Het 'Rots en Water'-programma stelt zich ten doel jongens bij te staan in het ontdekken van hun eigen kwaliteit en richting; het leren beheersen, vergroten en richten van de eigen kracht en hen met begrip, respect en gevoel te leren omgaan met zichzelf en de mensen om hen heen.
Omdat jongens zo energiek en daadkrachtig zijn, en in de regel meer moeite hebben om zich in woorden uit te drukken, is gekozen voor een psychofysieke werkwijze. Dit betekent dat vaardigheden op de eerste plaats via fysieke oefeningen worden aangeboden, waarna een transfer wordt gemaakt naar sociale en mentale vaardigheden.
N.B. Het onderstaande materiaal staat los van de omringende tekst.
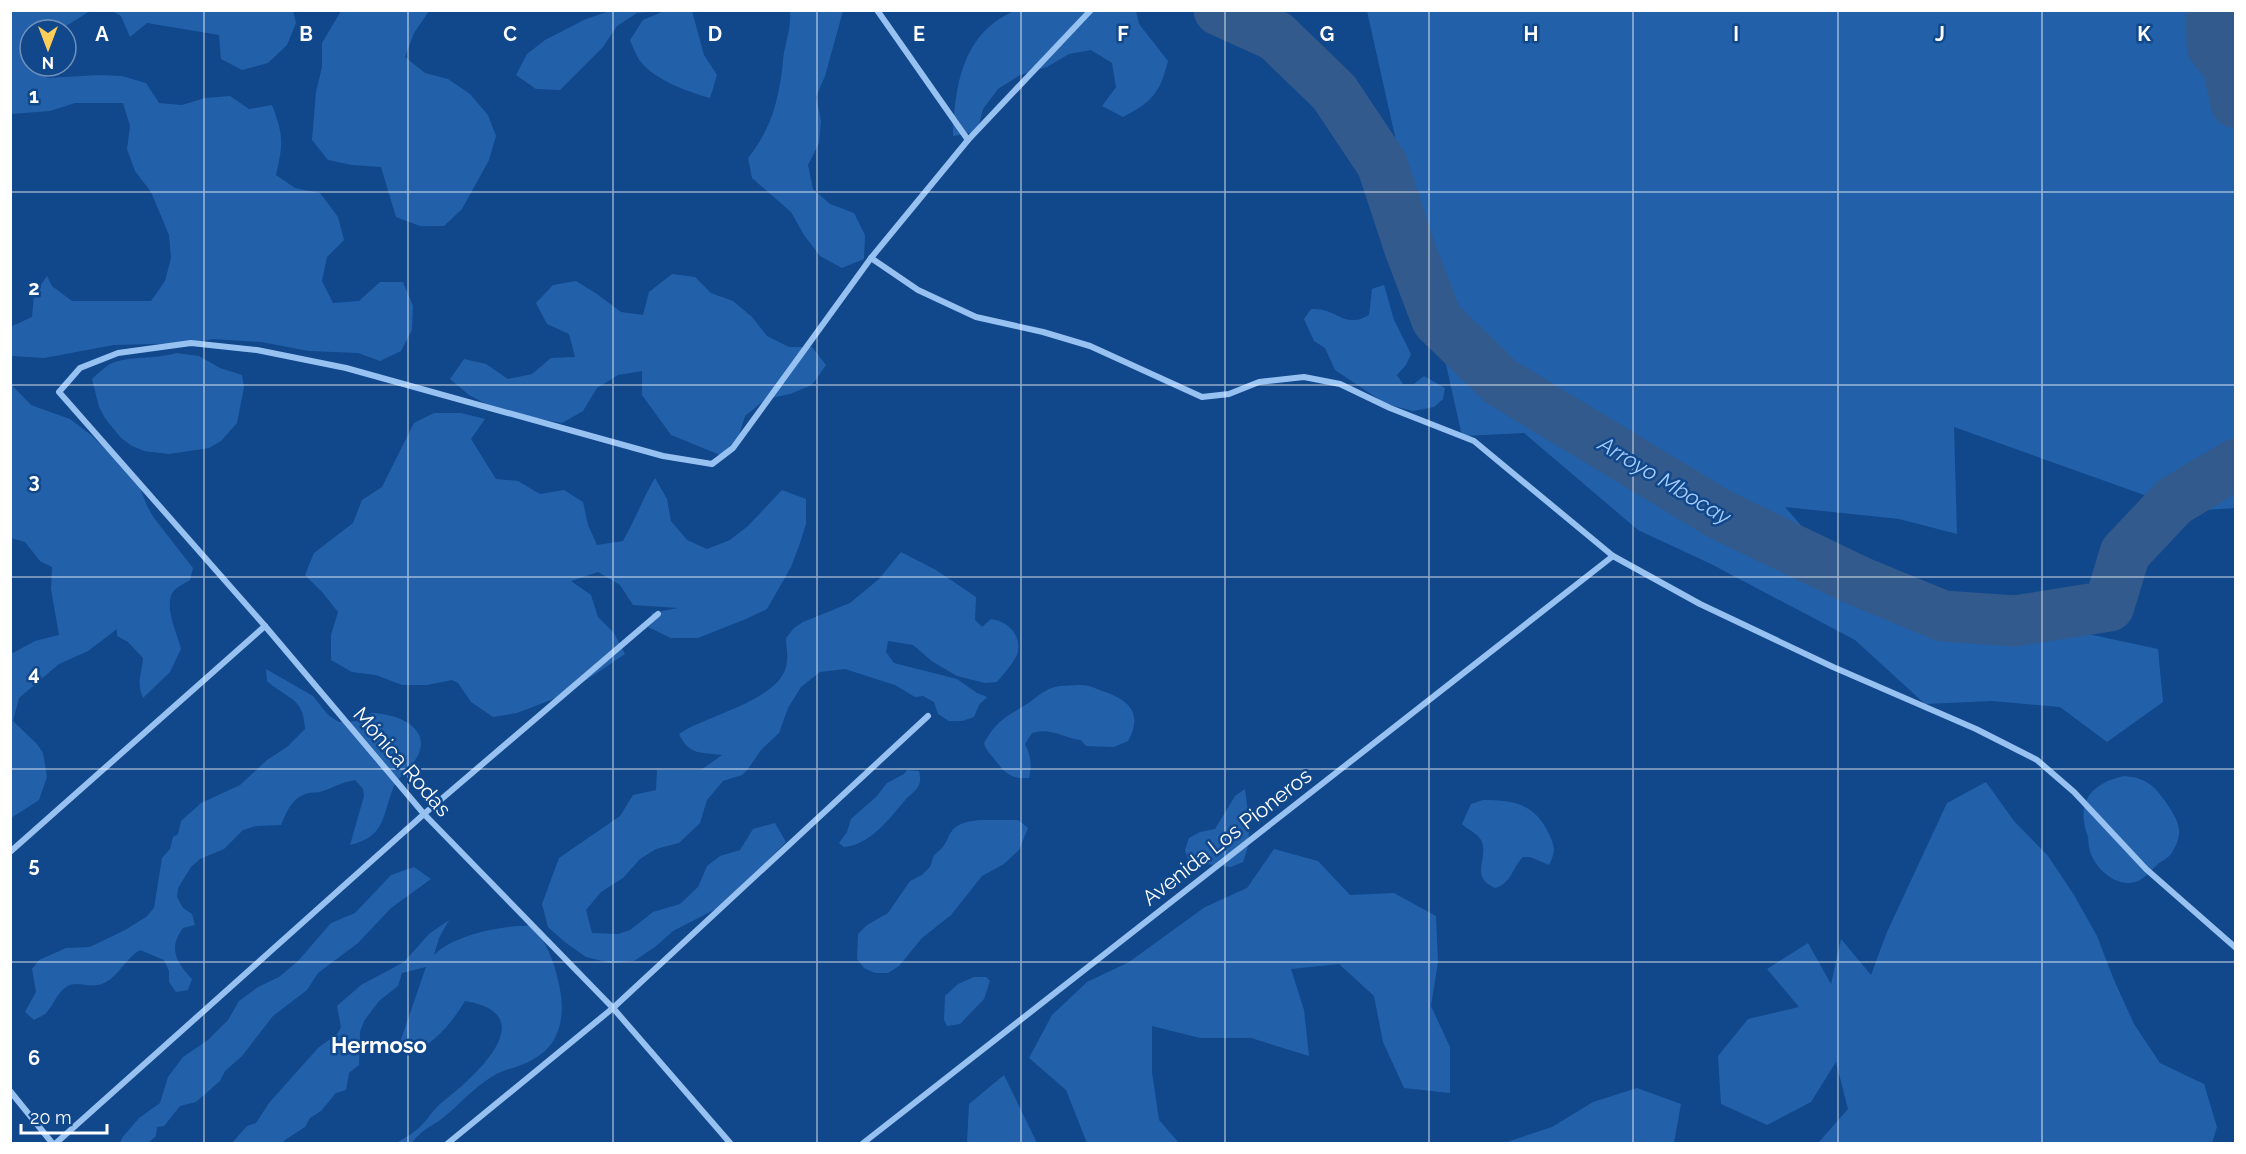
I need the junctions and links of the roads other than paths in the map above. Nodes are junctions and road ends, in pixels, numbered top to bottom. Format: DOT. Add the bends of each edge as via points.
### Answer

Beginnend vanuit een sterke, fysieke basis wordt zo de weg ingezet die leidt tot zelfkennis en het inzicht dat mensen op velerlei manier met elkander verbonden zijn.
Het 'Rots en Water'-perspectief'beschrijft de methodiek van de psychofysieke training en geeft de theoretische onderbouwing van het programma. Naast dit Basisboek zijn praktijkboeken ontwikkeld, met een reeks gedetailleerd beschreven lessen, talrijke instructieve foto's en lesbrieven. Deze boeken zijn in beheer bij het Rots en Water instituut en worden verstrekt in combinatie met een training.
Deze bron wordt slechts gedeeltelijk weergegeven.